争いは、「いま」に始まったのではなく、ずっと前から「遠い」国で、絶えることなく続いてきた。そして、ロシア・ウクライナ間での争いが長期化するにつれ、「第三次世界大戦」という言葉すら囁かれるようになり、私たち人類は不安定な世界を生きていると実感する。そう遠くない過去の悪夢を、誰が再び望むのだろうか。戦争、そしてたった一発の核兵器によって、一瞬にして日常を奪われ、悲しみ苦しむ光景を想像できないほどに、人間は愚かではないはずだ。
どうしても、戦争を体験した当事者にしか分からないことがある中、私たち若者にできること。それは、当事者に寄り添い、受け取った「想い・記憶」をそれぞれの形で伝えていくこと。例えば戦争体験者の「記憶の色」を表現したカラー化写真や映像、音楽といった「想像の余地」を残したアート作品は、五感をつかって「自分ごと」として想像してもらうことができる。あらゆる境界を越えて、それぞれが何かを感じることができる。そして、受け取り手が、また次の発信者となる。これこそ、あたらしい継承なのではないだろうか。
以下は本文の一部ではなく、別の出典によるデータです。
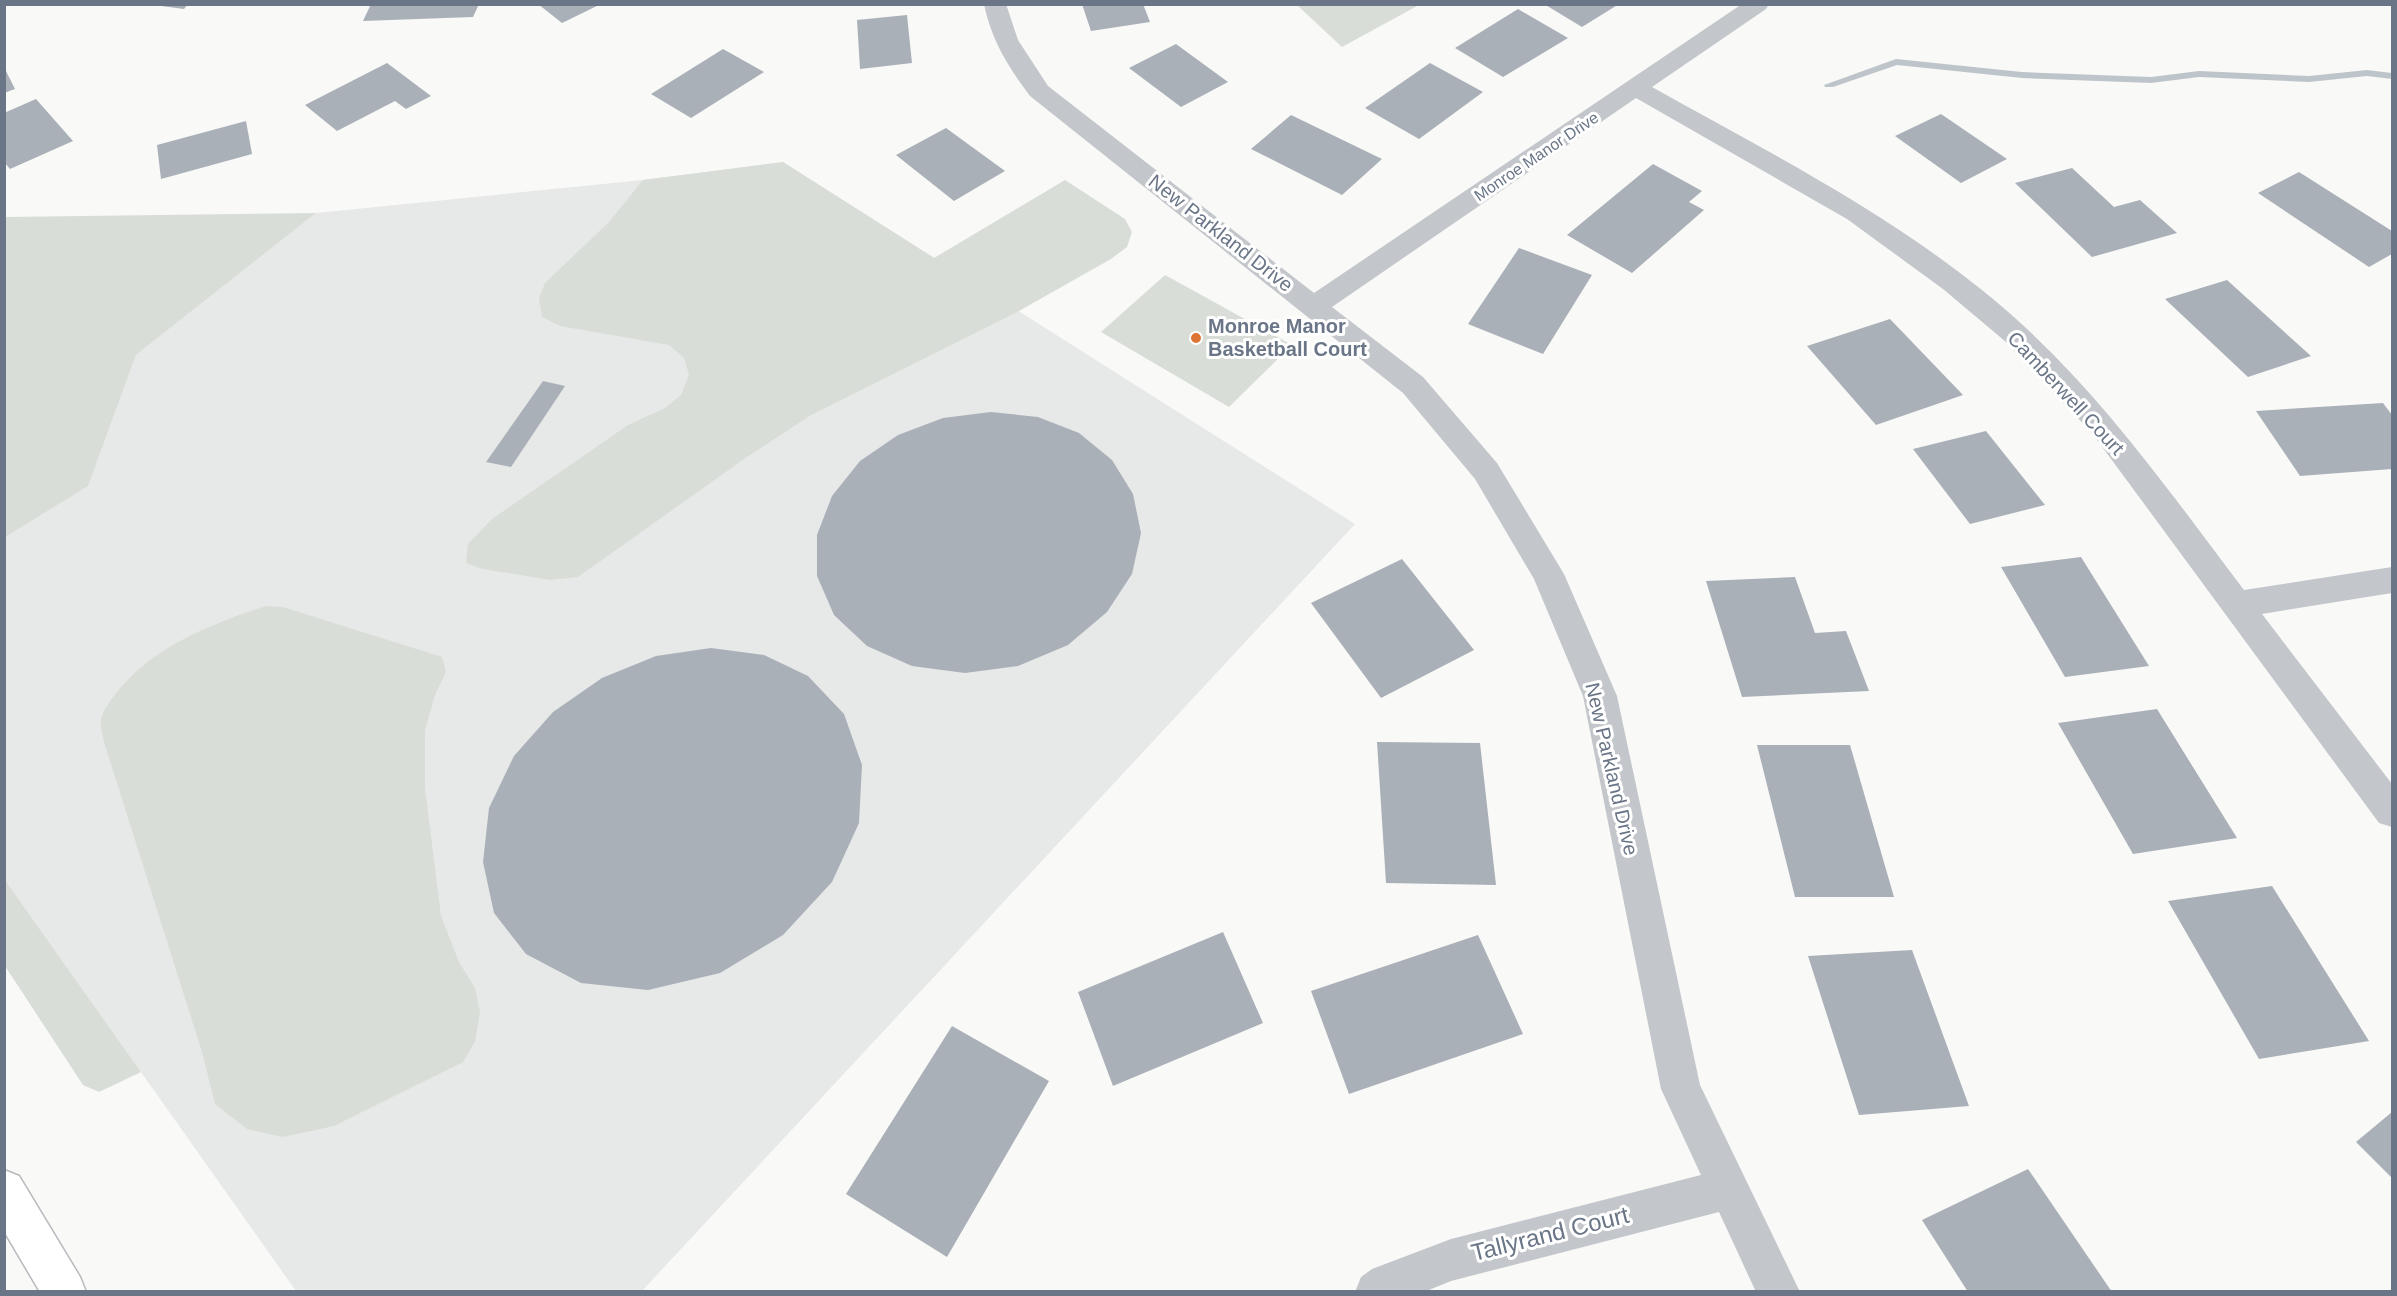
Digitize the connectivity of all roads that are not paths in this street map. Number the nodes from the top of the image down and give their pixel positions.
1 (995, 4) edge
2 (1758, 4) edge
3 (1636, 88) junction
4 (1314, 306) junction
5 (2392, 580) edge
6 (2238, 604) junction
7 (2392, 811) edge
8 (1729, 1188) junction
9 (4, 1191) edge
10 (65, 1292) edge
11 (1376, 1292) edge
12 (1779, 1292) edge

1 - 4 street, New Parkland Drive
2 - 3 street, Monroe Manor Drive
3 - 4 street, Monroe Manor Drive
3 - 6 street, Camberwell Court
4 - 8 street, New Parkland Drive
5 - 6 street
6 - 7 street, Camberwell Court
8 - 11 street, Tallyrand Court
8 - 12 street, New Parkland Drive
9 - 10 highway

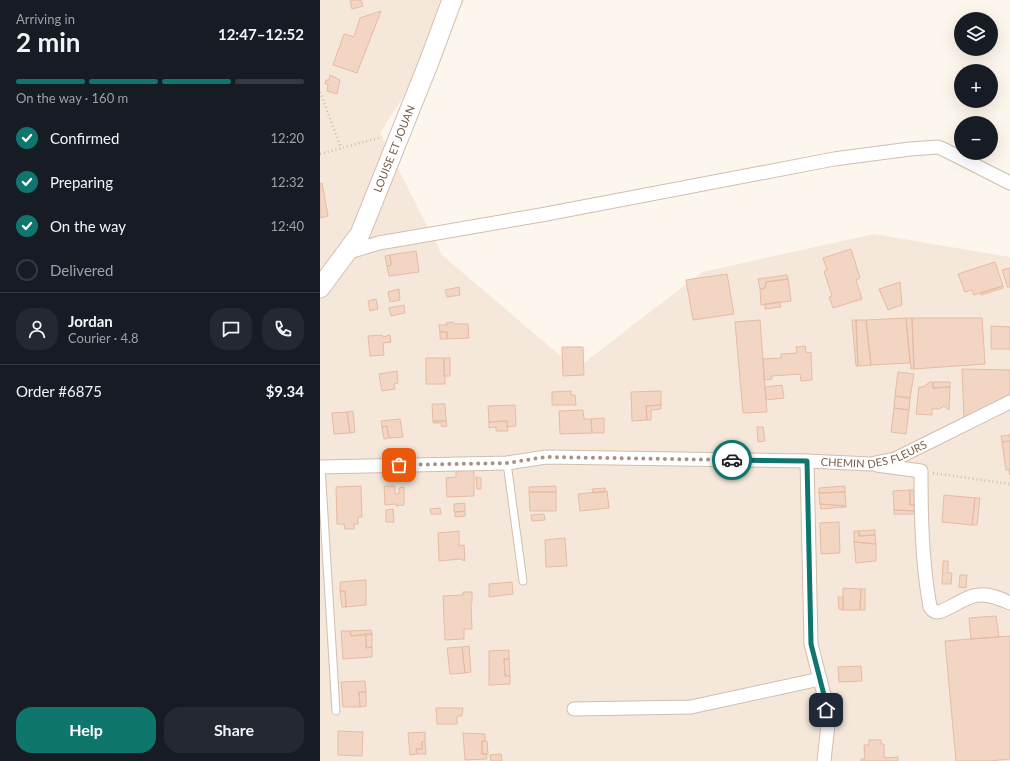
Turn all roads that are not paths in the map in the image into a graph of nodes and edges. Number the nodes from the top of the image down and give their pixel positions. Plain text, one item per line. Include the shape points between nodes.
1 (452, 0) edge
2 (1010, 183) edge
3 (346, 253) junction
4 (320, 288) edge
5 (1010, 402) edge
6 (807, 461) junction
7 (507, 463) junction
8 (870, 464) junction
9 (321, 466) edge
10 (523, 581) dead end
11 (1010, 603) edge
12 (820, 679) junction
13 (574, 709) dead end
14 (336, 711) dead end
15 (824, 761) edge

1 - 3 main road, LOUISE ET JOUAN via 360,234
2 - 3 street via 938,147 910,149 834,160 379,243
3 - 4 main road, LOUISE ET JOUAN
5 - 8 street, CHEMIN DES FLEURS via 895,459
6 - 7 street, CHEMIN DES FLEURS via 546,457
6 - 8 street, CHEMIN DES FLEURS
6 - 12 street via 811,644
7 - 9 street, CHEMIN DES FLEURS
7 - 10 lane
8 - 11 street via 921,471 921,537 924,578 930,607 936,612 941,611 965,598 980,595
9 - 14 lane
12 - 13 street via 691,707
12 - 15 street via 828,724

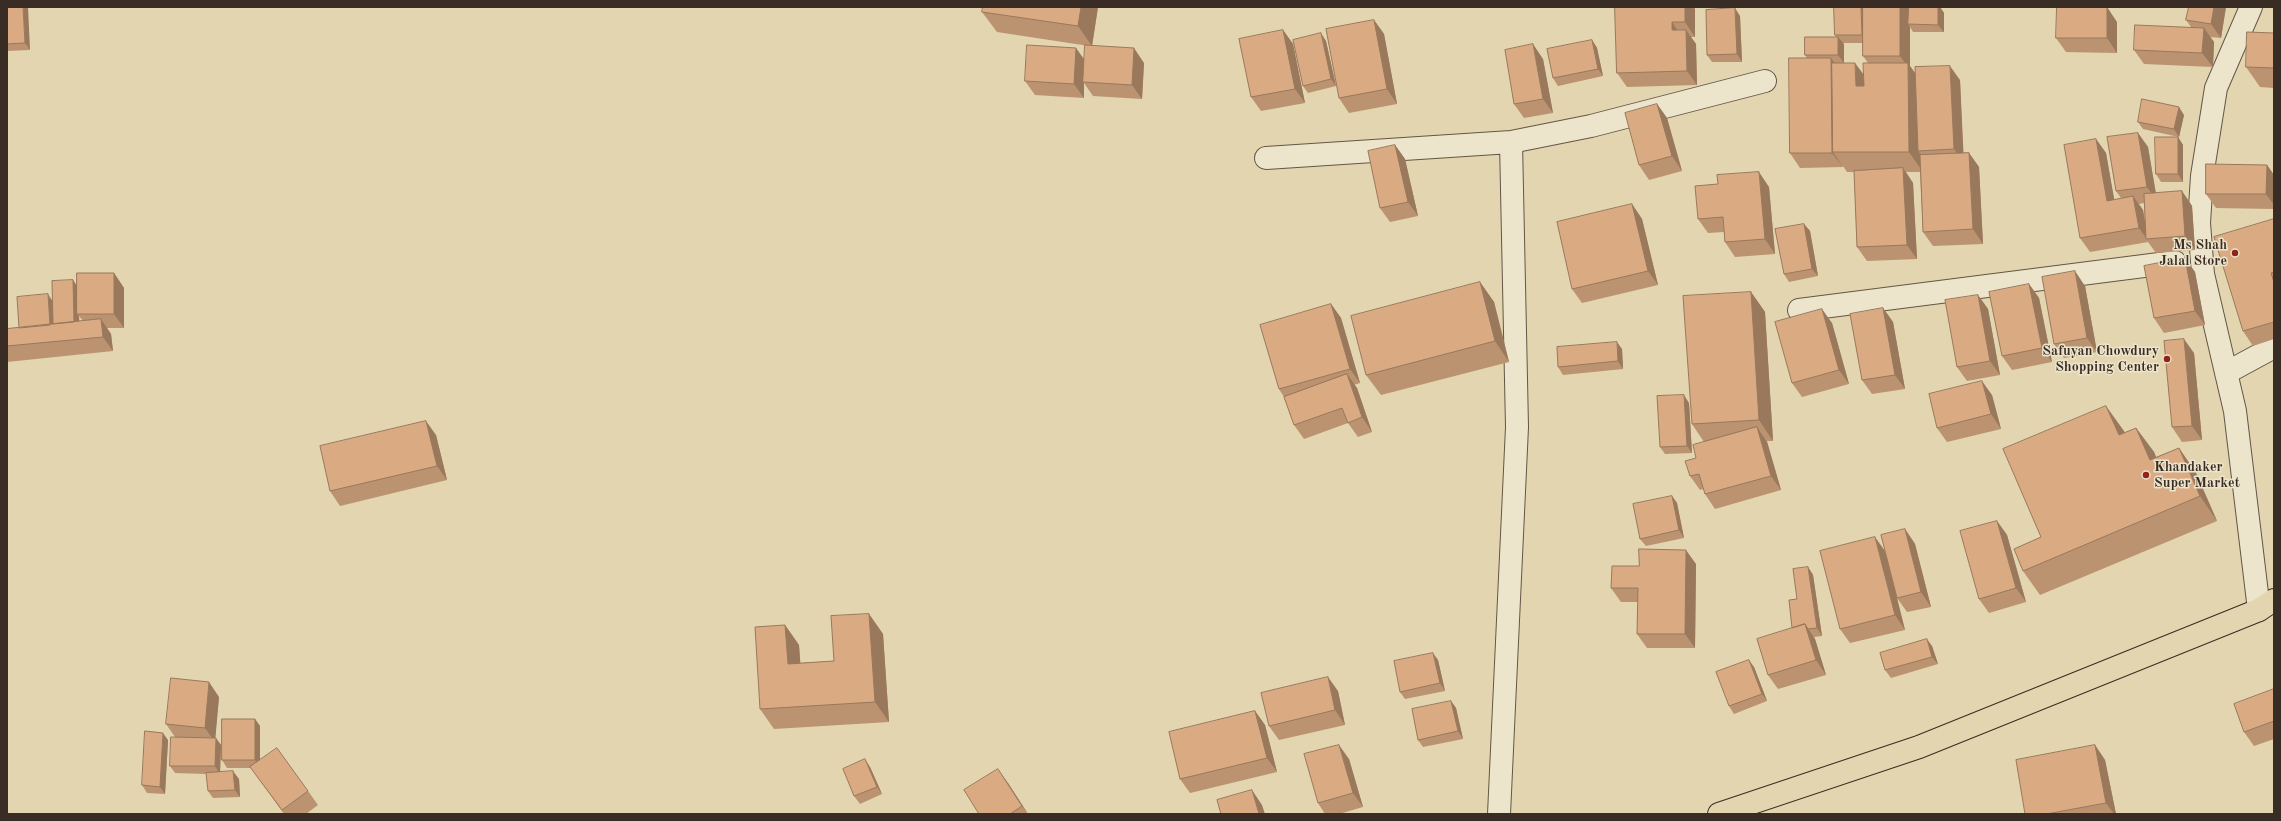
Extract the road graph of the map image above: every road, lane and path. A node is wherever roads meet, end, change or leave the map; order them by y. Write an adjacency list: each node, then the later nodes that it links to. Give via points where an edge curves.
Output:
1 (2251, 7): 5 (street, via 2216,88 2202,176 2199,223)
2 (1765, 81): 3 (street, via 1591,126)
3 (1512, 142): 4 (street); 10 (street, via 1517,428)
4 (1266, 158)
5 (2202, 259): 6 (street); 8 (street, via 2203,274)
6 (1799, 310)
7 (2274, 347): 8 (street)
8 (2226, 373): 9 (street, via 2235,412)
9 (2266, 605): 11 (highway, via 1919,747)
10 (1499, 814)
11 (1719, 814)

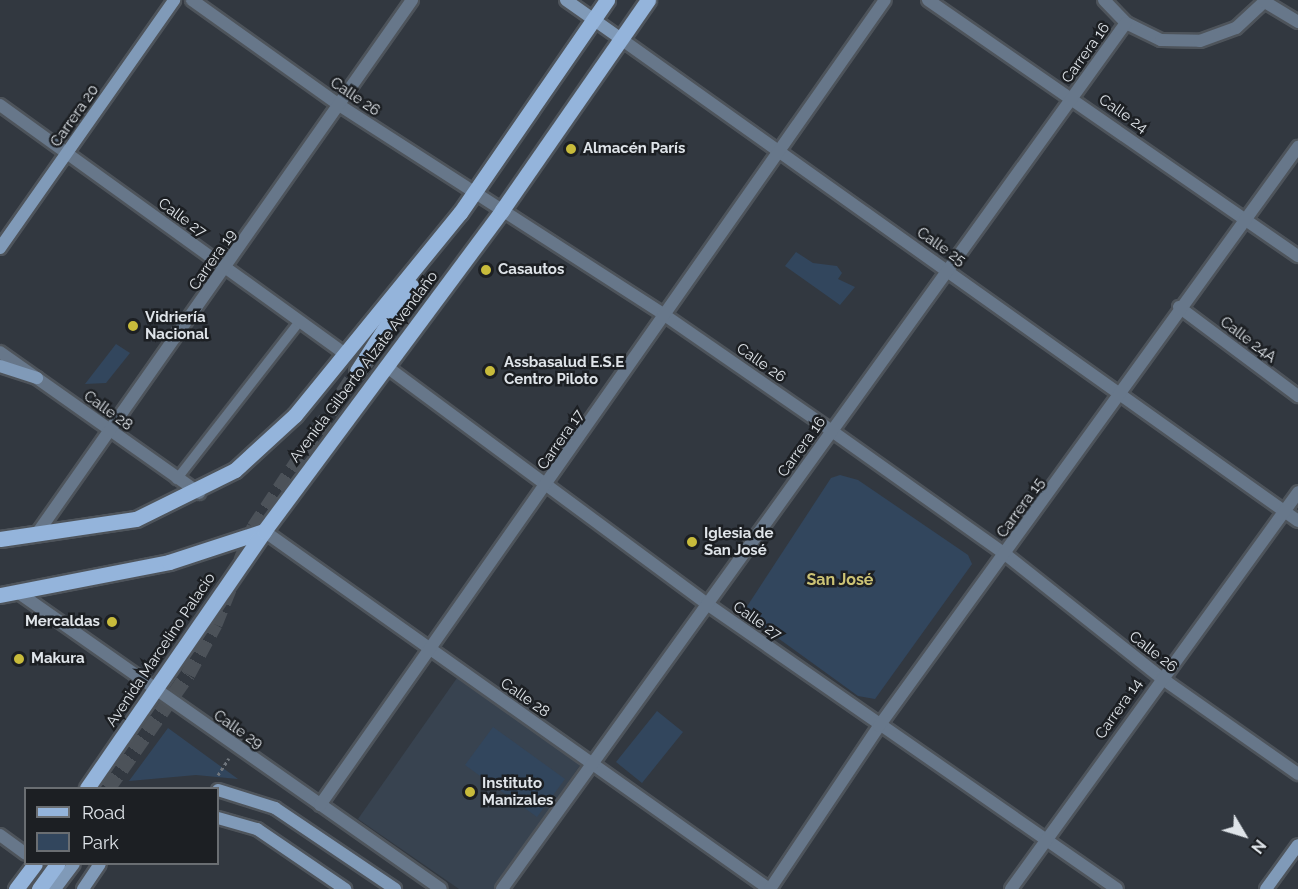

実際に広島を訪れて、平和公園の地面の下で静かに訴え続ける、一人ひとりの魂の声に耳を傾けてみてほしい。私は、これからも「記憶の解凍」をライフワークとして続け、社会に開かれたさまざまな「平和教育の教育空間」、そしてメッセージを伝える表現の幅を広げていく。
「いつの日かまた あなたと出逢い その時は地球とみんなが 笑ってるかな」(「Color of Memory 〜記憶の色〜」歌詞より)
そう信じて、広島に生まれた者の使命を果たしていく。